Although few admit it, on most days we are paradoxical creatures who traipse in our encounters listening to cymbals of consciousness and piccolos of conscience. The former tells us, “We come into the world alone, and we leave it alone” while the latter asserts, “What is in me is in you.”
Which can be right?
Reading Inside Higher Ed, or any educational news site, we discern the chromatic scale of aggression, violence, selfish behavior and acquisitiveness and less often, the empathic tonalities of kindness, forgiveness and compassion. For better or worse, mainstream media and blogosphere reflect the human condition, what Wordsworth called the still, sad music of humanity.
As such, we are both homo avarus and homo empathicus. Avarus, Latin for “greed,” dwells in the material world; empathicus, in a more metaphysical one. Our life’s work is that of choral director attempting to harmonize them so that one enlightens the other. When we do, consciousness allows us to see the world as it actually is rather than how we would like it to be; to foresee the impact of our actions before taking them; and to assess consequences of past actions to make informed choices in the future. Only then can we meet the demands of the conscience: that we love and are loved by others; that we have meaningful relationships with others; and that we contribute to community.
In my 2005 book Interpersonal Divide: The Search for Community in a Technological Age, I write that conscience grants us peace when we realize that how we treat others determines our own well being and fulfillment. "Community," I assert, "is founded on that principle, from secular laws to religious morals."
Jeremy Rifkin writes about “empathic consciousness,” an organizing principle in his new book, The Empathic Civilization: The Race to Global Consciousness in a World in Crisis. However, when he states, "The irony is just as we are beginning to glimpse the prospect of global empathic consciousness, we find ourselves close to our own extinction," he easily could be discussing what I avow: the specter of global conscience.
Appropriately, that prospect is found in Article 1 of the United Nations’ Universal Declaration of Human Rights: “All human beings are born free and equal in dignity and rights.

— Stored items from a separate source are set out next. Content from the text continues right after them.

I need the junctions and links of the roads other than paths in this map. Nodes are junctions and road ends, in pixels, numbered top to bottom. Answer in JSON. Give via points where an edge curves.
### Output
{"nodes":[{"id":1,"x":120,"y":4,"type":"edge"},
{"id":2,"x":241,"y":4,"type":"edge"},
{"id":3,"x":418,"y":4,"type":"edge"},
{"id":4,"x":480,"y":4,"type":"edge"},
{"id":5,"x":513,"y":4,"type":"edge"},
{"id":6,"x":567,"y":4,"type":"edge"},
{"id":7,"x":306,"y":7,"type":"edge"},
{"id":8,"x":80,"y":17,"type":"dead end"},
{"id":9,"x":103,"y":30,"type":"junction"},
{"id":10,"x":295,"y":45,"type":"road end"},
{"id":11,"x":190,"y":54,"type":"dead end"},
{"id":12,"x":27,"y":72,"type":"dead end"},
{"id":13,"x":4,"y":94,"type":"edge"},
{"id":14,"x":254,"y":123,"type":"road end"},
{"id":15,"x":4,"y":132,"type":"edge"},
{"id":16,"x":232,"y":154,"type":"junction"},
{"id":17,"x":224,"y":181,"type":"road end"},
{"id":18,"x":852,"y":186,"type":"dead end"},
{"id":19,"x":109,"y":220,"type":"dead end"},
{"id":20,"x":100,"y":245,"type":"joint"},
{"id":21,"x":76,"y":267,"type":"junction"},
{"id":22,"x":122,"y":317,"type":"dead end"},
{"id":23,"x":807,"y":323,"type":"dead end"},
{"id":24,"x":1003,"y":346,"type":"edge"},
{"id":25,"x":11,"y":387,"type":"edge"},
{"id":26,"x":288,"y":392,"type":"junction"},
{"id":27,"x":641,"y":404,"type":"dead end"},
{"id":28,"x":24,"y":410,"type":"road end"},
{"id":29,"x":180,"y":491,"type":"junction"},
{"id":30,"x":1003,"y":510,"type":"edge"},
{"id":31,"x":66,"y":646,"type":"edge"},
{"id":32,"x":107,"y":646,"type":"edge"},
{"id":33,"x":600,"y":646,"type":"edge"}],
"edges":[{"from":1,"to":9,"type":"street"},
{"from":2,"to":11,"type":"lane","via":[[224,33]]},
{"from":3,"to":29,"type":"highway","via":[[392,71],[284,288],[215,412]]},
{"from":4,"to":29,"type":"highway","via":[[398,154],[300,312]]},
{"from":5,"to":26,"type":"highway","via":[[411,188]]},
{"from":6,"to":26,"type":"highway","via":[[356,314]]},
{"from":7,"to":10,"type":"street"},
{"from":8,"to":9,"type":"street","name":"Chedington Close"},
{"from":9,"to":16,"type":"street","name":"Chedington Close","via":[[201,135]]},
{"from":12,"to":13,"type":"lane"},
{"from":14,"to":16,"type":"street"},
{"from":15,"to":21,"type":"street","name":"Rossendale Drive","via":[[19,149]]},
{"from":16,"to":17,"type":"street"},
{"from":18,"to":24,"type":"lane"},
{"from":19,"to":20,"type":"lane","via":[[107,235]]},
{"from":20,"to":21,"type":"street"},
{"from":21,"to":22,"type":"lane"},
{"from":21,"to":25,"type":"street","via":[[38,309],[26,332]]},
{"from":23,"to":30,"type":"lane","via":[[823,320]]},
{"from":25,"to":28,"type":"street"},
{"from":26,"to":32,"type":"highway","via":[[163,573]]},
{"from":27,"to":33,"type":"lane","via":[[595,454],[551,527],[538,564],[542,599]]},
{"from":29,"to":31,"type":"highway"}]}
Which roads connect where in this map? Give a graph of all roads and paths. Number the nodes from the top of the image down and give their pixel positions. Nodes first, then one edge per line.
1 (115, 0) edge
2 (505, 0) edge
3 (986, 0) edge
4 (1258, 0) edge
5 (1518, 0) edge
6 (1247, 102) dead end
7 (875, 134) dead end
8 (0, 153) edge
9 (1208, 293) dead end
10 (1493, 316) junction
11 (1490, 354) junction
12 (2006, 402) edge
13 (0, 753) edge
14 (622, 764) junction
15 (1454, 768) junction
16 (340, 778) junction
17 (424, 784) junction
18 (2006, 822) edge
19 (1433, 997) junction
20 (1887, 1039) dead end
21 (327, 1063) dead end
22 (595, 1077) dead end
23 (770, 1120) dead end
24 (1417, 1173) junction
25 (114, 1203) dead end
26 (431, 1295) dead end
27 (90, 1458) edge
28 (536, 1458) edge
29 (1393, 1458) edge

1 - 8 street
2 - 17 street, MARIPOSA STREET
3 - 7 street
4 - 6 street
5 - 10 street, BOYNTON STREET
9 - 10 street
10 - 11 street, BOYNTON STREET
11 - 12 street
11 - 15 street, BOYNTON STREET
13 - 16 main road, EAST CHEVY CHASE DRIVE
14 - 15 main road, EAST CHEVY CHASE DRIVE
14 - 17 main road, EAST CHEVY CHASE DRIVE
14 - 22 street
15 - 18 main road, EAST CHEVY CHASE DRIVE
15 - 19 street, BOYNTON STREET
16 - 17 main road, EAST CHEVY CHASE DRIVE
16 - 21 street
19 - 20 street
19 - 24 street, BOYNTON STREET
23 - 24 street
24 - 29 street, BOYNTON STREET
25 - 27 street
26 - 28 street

They are endowed with reason and conscience [emphasis added] and should act towards one another in a spirit of brotherhood.”
In media and education, we have listened too long to the cymbals of consciousness drowning the piccolos of conscience. The more educators raise consciousness about any number of public ills, the longer we seem to debate, explicate and irritate each other rhetorically rather than conscientiously, and the closer society comes to catastrophe. Overemphasis of consciousness has resulted in the repression of global conscience, our truer nature.
Conscience acts on simple truths. It does not debate whether climate change is fact or fiction; it intuits that burning so much fossil fuel is harmful to health and hemisphere. Consider the rhetoric of consciousness before the BP oil spill in the Gulf of Mexico — offshore drilling is vital to the economy — and compare that now to the awareness that pings within us daily. Neither does conscience associate universal health care with political systems but bodily ones necessary to enjoy freedom, equality and dignity. It knows pandemics occur irregardless of corporate balance books when the balance of nature is disrupted.
As The New York Times reported in 1992, Westerners advocating progress “thought they were nearly invincible, at least as far as infectious disease was concerned. They thought they could interfere with ecosystems, and ship goods and people around the world, with little regard for the effect not only on the balance of nature, but also on their own health.”
That balance of nature is on the agenda again and will be throughout our lifetime and our students’ and their grandchildren's lifetimes. There may not be any lifetimes thereafter unless we as teachers can instruct our charges to harmonize conscience and consciousness so that the duet augurs a new era of ethical awareness of the world and our sustainable place in it.
So I will close by reminding myself as well as others at the end of a trying academic year of slashed budgets, furloughs and firings that the empathic genes of our better natures will prevail. Otherwise the campanile also tolls for us.